Records for the exercise:
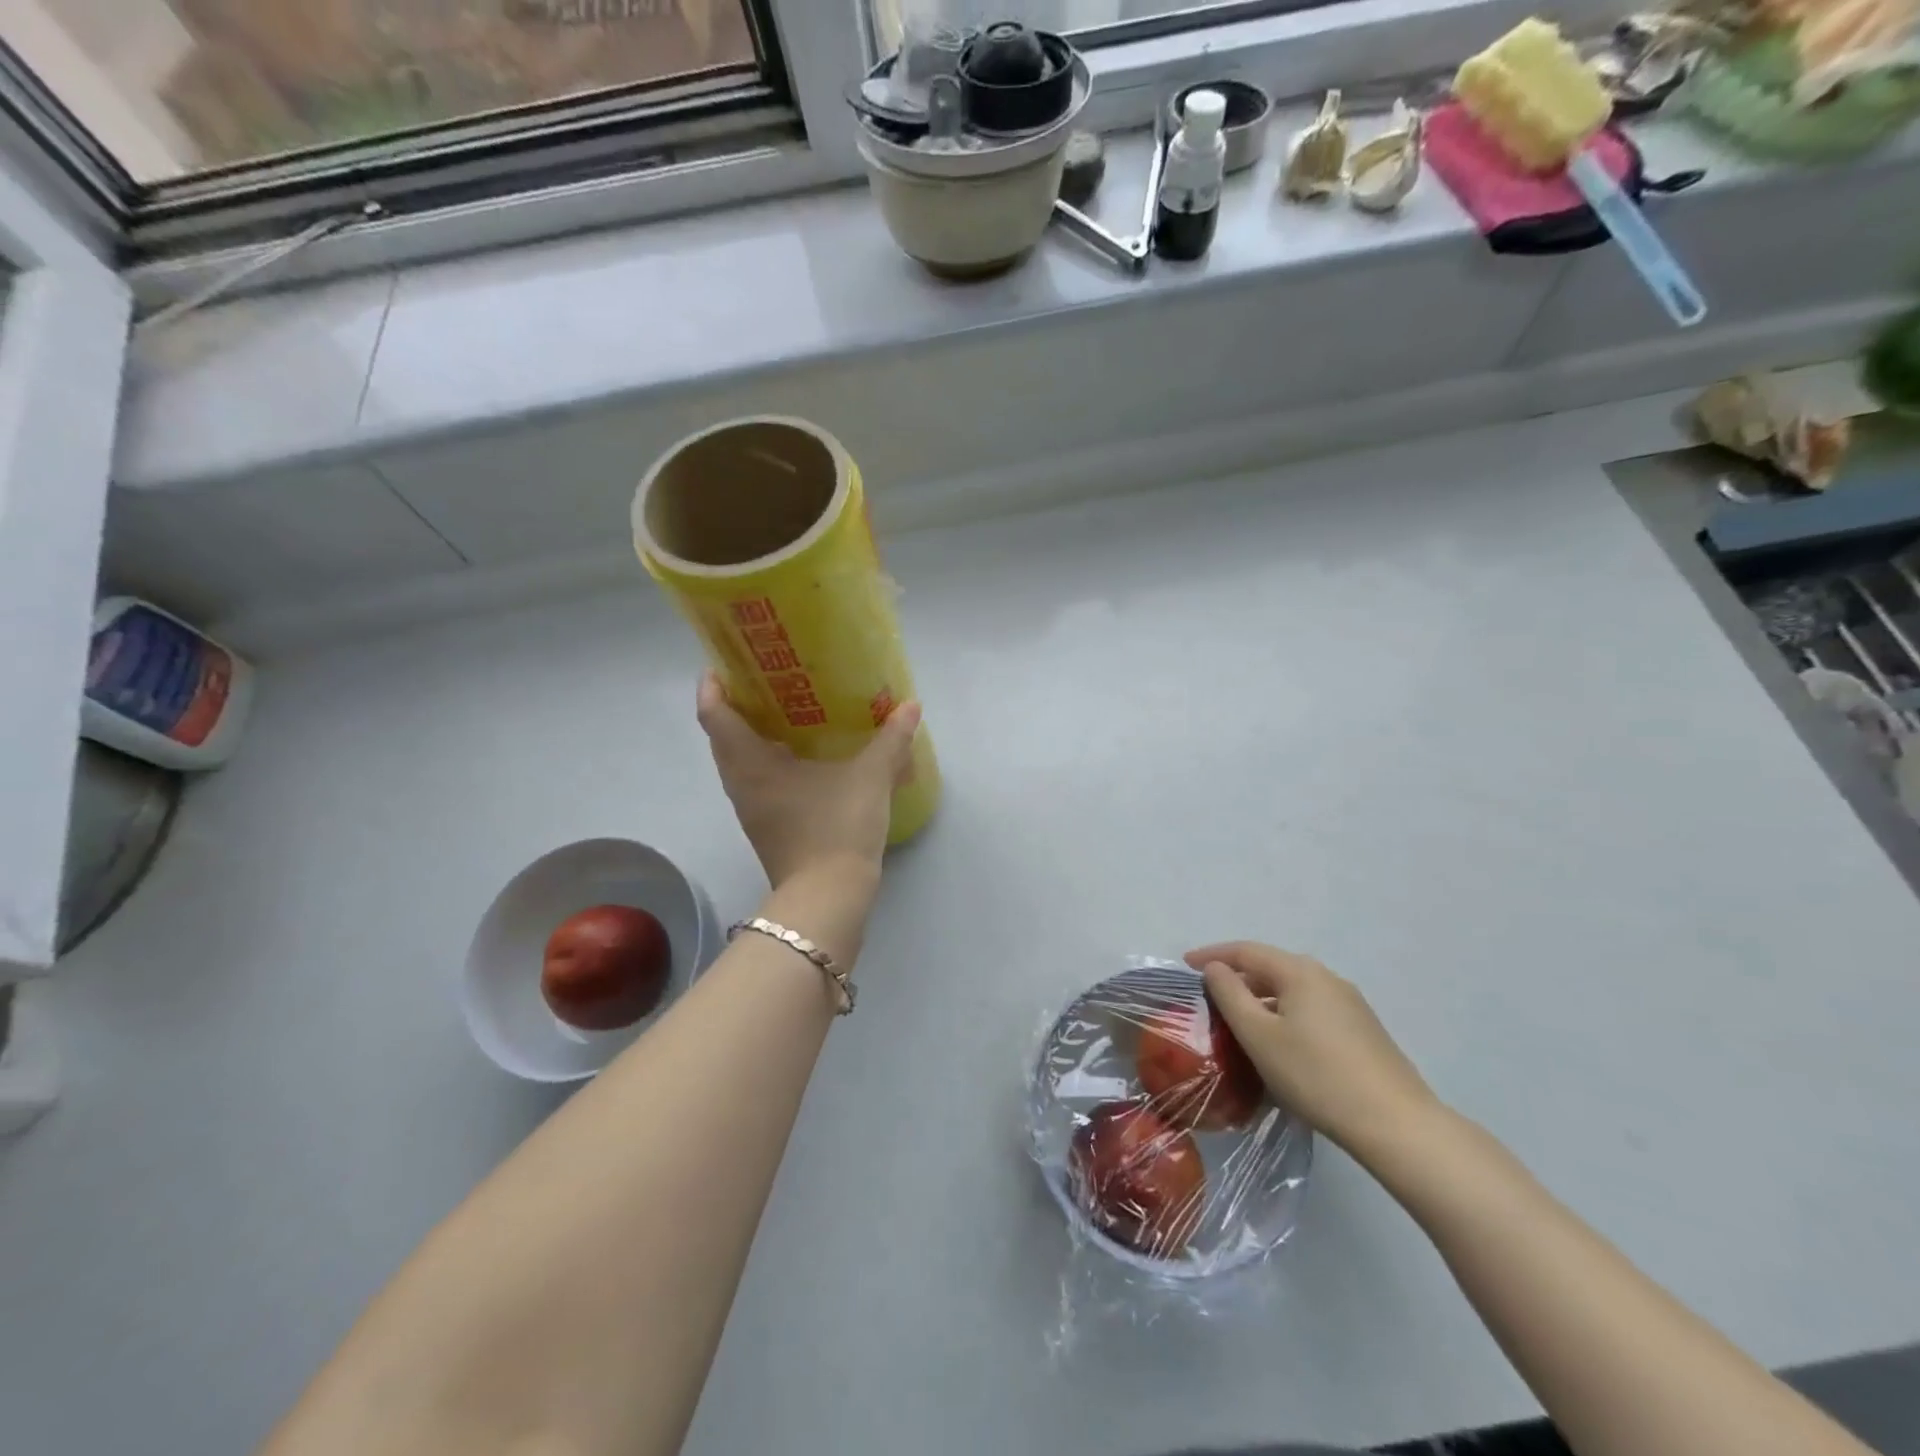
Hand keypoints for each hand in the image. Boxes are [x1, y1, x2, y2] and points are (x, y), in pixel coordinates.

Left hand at [696, 672, 921, 890]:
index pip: (715, 715)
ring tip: (787, 712)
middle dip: (736, 706)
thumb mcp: (871, 778)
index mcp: (751, 765)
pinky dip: (769, 761)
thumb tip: (910, 706)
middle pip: (722, 736)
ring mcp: (751, 809)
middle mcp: (741, 784)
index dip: (713, 685)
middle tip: (766, 680)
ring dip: (752, 735)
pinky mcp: (766, 827)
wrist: (829, 897)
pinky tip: (804, 756)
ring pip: (739, 761)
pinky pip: (756, 781)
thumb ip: (891, 740)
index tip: (725, 663)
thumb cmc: (838, 828)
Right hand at [1189, 941, 1441, 1160]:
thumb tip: (1216, 968)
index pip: (1246, 950)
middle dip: (1237, 977)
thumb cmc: (1316, 1075)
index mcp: (1300, 972)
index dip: (1212, 954)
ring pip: (1292, 991)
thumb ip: (1230, 995)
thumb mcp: (1259, 1036)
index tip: (1184, 965)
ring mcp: (1350, 1004)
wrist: (1397, 1125)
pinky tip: (1278, 1044)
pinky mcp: (1363, 1031)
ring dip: (1261, 999)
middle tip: (1208, 996)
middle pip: (1271, 967)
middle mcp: (1327, 978)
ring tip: (1238, 1023)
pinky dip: (1284, 1015)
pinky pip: (1310, 1010)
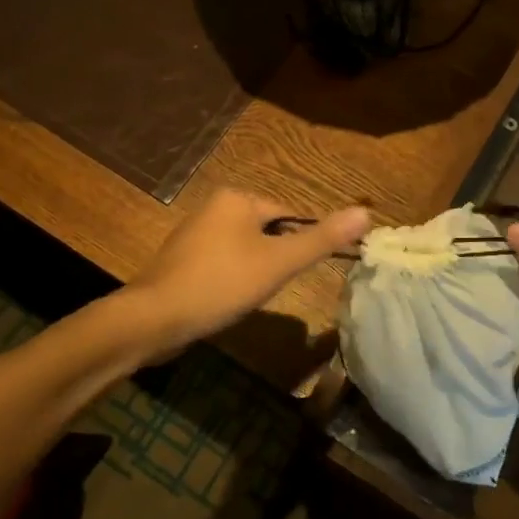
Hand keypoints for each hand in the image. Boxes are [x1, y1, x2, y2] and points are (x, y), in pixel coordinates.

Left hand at [125, 189, 370, 351]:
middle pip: (267, 232)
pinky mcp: (181, 260)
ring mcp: (194, 233)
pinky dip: (230, 280)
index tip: (293, 274)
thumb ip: (322, 238)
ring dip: (253, 272)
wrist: (153, 319)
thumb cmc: (221, 283)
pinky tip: (225, 301)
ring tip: (246, 297)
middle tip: (268, 288)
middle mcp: (214, 206)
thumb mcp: (279, 262)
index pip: (289, 215)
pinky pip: (222, 263)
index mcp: (237, 198)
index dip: (297, 247)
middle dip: (273, 261)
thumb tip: (366, 212)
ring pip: (245, 250)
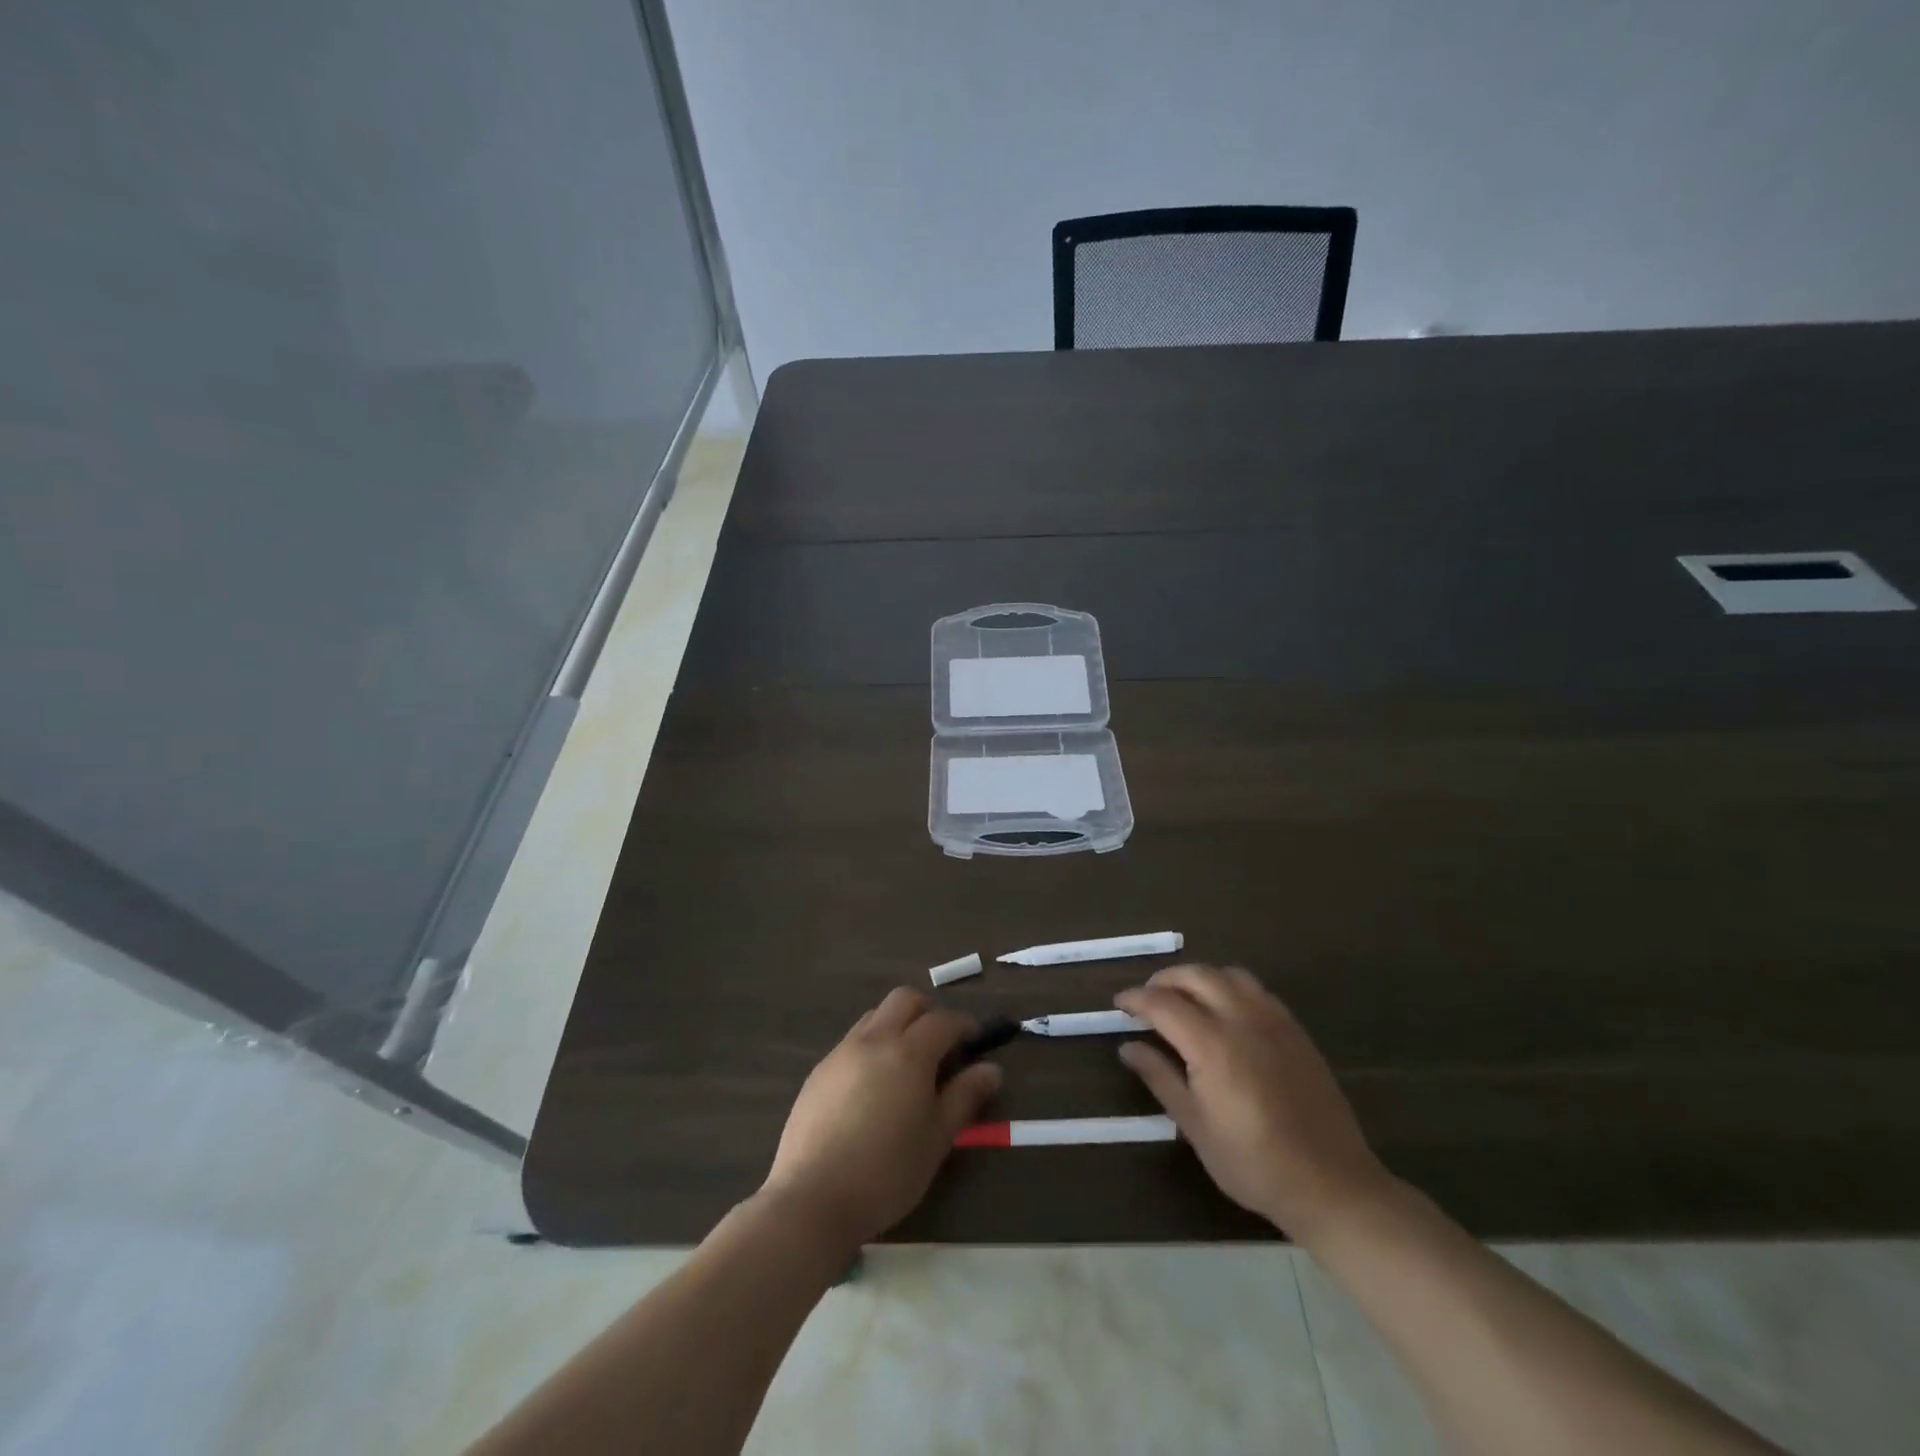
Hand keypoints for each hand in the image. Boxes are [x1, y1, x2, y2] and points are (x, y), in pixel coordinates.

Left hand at [759, 988, 1001, 1249]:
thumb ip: (965, 1097)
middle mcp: (874, 1039)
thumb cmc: (887, 1172)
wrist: (812, 1198)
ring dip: (897, 1025)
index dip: (964, 1025)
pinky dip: (872, 1047)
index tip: (974, 1041)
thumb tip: (991, 1069)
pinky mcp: (819, 1071)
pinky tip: (873, 1088)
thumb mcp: (937, 1138)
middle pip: (905, 999)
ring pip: (875, 1016)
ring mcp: (842, 1052)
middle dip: (928, 1012)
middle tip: (940, 1044)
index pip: (943, 1020)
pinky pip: (852, 1042)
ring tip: (906, 1066)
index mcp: (908, 1052)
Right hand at [1115, 965, 1392, 1240]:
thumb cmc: (1253, 1163)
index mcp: (1212, 1044)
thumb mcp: (1196, 1127)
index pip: (1163, 1003)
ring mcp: (1274, 1021)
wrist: (1331, 1184)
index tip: (1119, 1004)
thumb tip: (1127, 1048)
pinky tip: (1225, 1012)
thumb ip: (1160, 1078)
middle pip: (1195, 975)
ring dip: (1199, 977)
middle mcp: (1242, 1019)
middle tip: (1147, 999)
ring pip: (1228, 974)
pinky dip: (1229, 987)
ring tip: (1184, 999)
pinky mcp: (1295, 1030)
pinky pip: (1256, 989)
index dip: (1136, 999)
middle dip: (1164, 980)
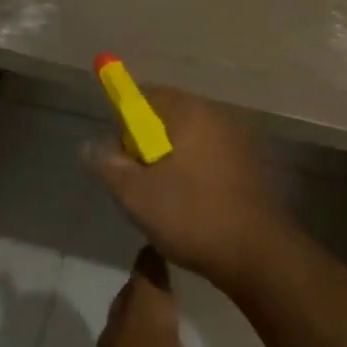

Task description:
Please give an exact copy of the entries above, from the line with "middle pip: (722, 736)" down to the line with "index tip: (1184, 965)", inclusive, and nothing else.

Response to the task:
middle pip: (722, 736)
ring mcp: (751, 809)
middle mcp: (741, 784)
index dip: (713, 685)
middle tip: (766, 680)
ring dip: (752, 735)
pinky mcp: (766, 827)
wrist: (829, 897)
pinky tip: (804, 756)
ring pip: (739, 761)
pinky pip: (756, 781)
thumb ip: (891, 740)
index tip: (725, 663)
thumb cmc: (838, 828)
Right hand at [1189, 941, 1441, 1160]:
thumb tip: (1216, 968)
index pip: (1246, 950)
middle dip: (1237, 977)
thumb cmc: (1316, 1075)
index mcp: (1300, 972)
index dip: (1212, 954)
ring pip: (1292, 991)
thumb ip: (1230, 995)
thumb mcp: (1259, 1036)
index tip: (1184, 965)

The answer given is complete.